With the advent of the Affordable Care Act (ACA), also known as Obamacare, more people have access to health insurance. But what does this mean to you - if you have autism - or your children? Will treatments you receive for autism be covered? Will you be turned down for insurance or given a higher rate? The following are 10 things you should know about the ACA and autism:
You can no longer be turned down for insurance for a preexisting condition under most health insurance plans. This includes autism. Previously, insurance companies could deny health insurance to someone who had a health condition requiring ongoing care. This is no longer true. Insurers must offer you coverage, despite ongoing health conditions, and they cannot charge you higher rates because of your health history (rates can be adjusted for age, place of residence and smoking.)

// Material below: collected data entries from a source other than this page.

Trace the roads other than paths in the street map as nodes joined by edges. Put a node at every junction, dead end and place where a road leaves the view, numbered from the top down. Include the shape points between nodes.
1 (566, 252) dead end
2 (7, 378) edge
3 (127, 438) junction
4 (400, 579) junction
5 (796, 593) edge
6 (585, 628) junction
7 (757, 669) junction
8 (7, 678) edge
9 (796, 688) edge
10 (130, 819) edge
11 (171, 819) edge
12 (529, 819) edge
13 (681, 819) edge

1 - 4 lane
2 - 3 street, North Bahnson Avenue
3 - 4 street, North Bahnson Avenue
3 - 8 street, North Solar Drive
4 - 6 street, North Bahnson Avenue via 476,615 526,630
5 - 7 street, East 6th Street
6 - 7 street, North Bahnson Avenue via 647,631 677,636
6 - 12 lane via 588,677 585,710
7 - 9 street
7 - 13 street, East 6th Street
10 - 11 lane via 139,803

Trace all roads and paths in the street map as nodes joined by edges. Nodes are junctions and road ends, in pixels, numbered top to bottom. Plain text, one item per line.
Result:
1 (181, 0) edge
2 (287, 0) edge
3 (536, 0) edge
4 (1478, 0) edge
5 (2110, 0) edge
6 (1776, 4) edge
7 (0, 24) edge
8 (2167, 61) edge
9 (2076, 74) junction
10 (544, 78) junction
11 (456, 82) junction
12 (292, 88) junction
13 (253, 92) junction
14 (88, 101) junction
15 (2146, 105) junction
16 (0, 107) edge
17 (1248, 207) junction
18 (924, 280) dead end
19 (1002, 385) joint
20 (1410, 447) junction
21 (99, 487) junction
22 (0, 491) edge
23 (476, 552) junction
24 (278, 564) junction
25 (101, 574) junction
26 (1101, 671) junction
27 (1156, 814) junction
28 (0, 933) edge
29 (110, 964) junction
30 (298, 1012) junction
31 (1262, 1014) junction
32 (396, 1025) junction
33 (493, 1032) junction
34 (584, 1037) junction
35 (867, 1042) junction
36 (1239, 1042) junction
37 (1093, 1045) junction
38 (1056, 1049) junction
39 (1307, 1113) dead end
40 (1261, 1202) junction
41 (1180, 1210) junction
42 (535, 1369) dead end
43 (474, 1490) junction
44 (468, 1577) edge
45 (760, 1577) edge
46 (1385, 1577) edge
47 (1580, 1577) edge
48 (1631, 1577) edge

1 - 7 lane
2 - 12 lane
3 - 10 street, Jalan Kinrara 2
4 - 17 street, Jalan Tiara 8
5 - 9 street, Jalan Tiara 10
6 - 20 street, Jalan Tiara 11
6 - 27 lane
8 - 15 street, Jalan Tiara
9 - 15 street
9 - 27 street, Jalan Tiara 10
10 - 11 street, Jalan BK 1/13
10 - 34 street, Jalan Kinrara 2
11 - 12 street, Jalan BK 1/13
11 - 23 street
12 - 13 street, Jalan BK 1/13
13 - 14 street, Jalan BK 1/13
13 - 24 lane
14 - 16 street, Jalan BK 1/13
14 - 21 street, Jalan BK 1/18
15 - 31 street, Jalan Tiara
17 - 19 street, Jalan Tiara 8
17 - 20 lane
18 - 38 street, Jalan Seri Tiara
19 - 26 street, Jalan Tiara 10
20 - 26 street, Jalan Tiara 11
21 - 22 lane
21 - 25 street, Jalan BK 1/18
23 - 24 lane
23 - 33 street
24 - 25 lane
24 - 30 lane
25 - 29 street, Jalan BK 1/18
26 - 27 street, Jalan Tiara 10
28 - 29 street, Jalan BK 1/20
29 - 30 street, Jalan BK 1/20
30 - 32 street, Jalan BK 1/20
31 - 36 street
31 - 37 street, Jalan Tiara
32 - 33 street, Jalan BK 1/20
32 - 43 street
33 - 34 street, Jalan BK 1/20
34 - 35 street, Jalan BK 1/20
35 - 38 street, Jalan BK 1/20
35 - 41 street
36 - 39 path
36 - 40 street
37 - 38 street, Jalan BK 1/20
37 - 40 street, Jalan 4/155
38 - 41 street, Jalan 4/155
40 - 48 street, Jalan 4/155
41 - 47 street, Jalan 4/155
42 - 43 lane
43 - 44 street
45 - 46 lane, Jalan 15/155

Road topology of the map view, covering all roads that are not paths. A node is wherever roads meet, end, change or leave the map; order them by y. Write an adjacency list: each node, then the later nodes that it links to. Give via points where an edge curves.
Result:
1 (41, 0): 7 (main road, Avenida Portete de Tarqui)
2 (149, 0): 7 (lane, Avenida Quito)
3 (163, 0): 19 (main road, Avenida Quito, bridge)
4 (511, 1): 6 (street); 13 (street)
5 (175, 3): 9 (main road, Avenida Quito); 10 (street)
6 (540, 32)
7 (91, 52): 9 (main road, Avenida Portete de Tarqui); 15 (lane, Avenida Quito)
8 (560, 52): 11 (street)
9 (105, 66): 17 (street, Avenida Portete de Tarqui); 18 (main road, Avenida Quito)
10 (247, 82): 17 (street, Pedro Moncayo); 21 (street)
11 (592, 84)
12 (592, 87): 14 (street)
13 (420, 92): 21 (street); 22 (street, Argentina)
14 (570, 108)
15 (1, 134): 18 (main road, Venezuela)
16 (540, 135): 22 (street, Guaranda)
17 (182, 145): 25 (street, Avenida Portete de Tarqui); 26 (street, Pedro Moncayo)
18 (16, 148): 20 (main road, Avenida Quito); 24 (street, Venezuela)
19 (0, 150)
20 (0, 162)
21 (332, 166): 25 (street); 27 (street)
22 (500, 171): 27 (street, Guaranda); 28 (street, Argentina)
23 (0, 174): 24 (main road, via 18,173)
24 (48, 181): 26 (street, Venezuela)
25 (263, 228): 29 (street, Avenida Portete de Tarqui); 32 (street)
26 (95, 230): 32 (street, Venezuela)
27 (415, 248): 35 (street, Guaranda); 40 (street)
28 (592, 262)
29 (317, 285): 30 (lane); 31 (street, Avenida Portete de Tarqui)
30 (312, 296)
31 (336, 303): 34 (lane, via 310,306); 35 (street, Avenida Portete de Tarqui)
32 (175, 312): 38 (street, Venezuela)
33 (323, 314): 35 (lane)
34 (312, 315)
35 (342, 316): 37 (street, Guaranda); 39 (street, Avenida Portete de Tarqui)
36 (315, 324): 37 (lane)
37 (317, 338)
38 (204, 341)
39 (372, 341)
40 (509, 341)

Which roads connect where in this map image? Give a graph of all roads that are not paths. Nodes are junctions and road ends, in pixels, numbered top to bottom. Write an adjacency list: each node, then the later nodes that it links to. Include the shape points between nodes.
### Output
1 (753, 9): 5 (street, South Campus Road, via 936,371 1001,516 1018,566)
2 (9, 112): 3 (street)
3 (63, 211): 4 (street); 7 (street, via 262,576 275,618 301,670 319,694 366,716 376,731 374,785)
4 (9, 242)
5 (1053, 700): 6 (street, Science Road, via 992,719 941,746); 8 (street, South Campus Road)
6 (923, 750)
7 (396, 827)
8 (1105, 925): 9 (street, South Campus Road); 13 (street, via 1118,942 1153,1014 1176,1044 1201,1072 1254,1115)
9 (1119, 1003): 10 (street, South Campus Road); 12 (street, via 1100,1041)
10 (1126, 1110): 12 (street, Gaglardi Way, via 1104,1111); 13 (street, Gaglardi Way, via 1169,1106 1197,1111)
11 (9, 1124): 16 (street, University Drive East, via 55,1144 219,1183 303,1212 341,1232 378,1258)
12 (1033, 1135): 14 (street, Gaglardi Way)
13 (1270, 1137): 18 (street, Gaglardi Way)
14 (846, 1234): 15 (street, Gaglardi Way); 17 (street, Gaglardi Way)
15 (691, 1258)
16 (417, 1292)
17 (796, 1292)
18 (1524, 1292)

All health insurance plans offered through the health insurance marketplace must cover preventive services for children without a copayment or deductible. This includes autism screening at 18 and 24 months old. Most private insurance plans must also cover these types of services. Plans must cover a minimum set of “essential health benefits” including behavioral health treatment.
There is no longer a lifetime dollar limit on health insurance benefits. In the past, insurance companies could cap your benefits, meaning that if you reached the limit, you would no longer receive any health insurance. With the ACA, insurance companies cannot place these limits on policies. That means if you require extensive care, the insurance company must continue to pay for covered services.
There must be a cap for individual and family out-of-pocket expenses. This includes deductibles and copayments. Once your family has reached the cap, your health insurance will pay expenses at 100 percent.
You can continue to keep your children on your plan, up to the age of 26. This age used to be 22, the age when children typically graduated from college. Today, your child can continue to be covered on your health plan until he or she turns 26.
More people have access to health insurance for themselves and their families. Along with the ACA, there has been Medicaid expansion. This means families who were not previously eligible for Medicaid assistance may be eligible now.
Health insurance plans sold through the marketplace and in small group markets must provide coverage for “essential health benefits.” These include hospitalizations, preventive care and preventive care.
In July 2014, the federal government clarified that Medicaid plans must cover “medically necessary diagnostic and treatment services” to children with autism. This includes speech and occupational therapy, personal care services and medical equipment. This can also include applied behavior analysis when deemed necessary.
Families who meet financial eligibility will receive subsidies to help them pay for health insurance or reduce out-of-pocket expenses. Visit healtcare.gov or call
Open enrollment in the health insurance marketplaces runs this year from November 15, 2015 until February 15, 2015. Outside of those dates, you must show a major life change, such as losing a job and therefore losing health insurance, to qualify for health plans through the marketplace. Visit healthcare.gov or call 1-800-318-2596 for more information.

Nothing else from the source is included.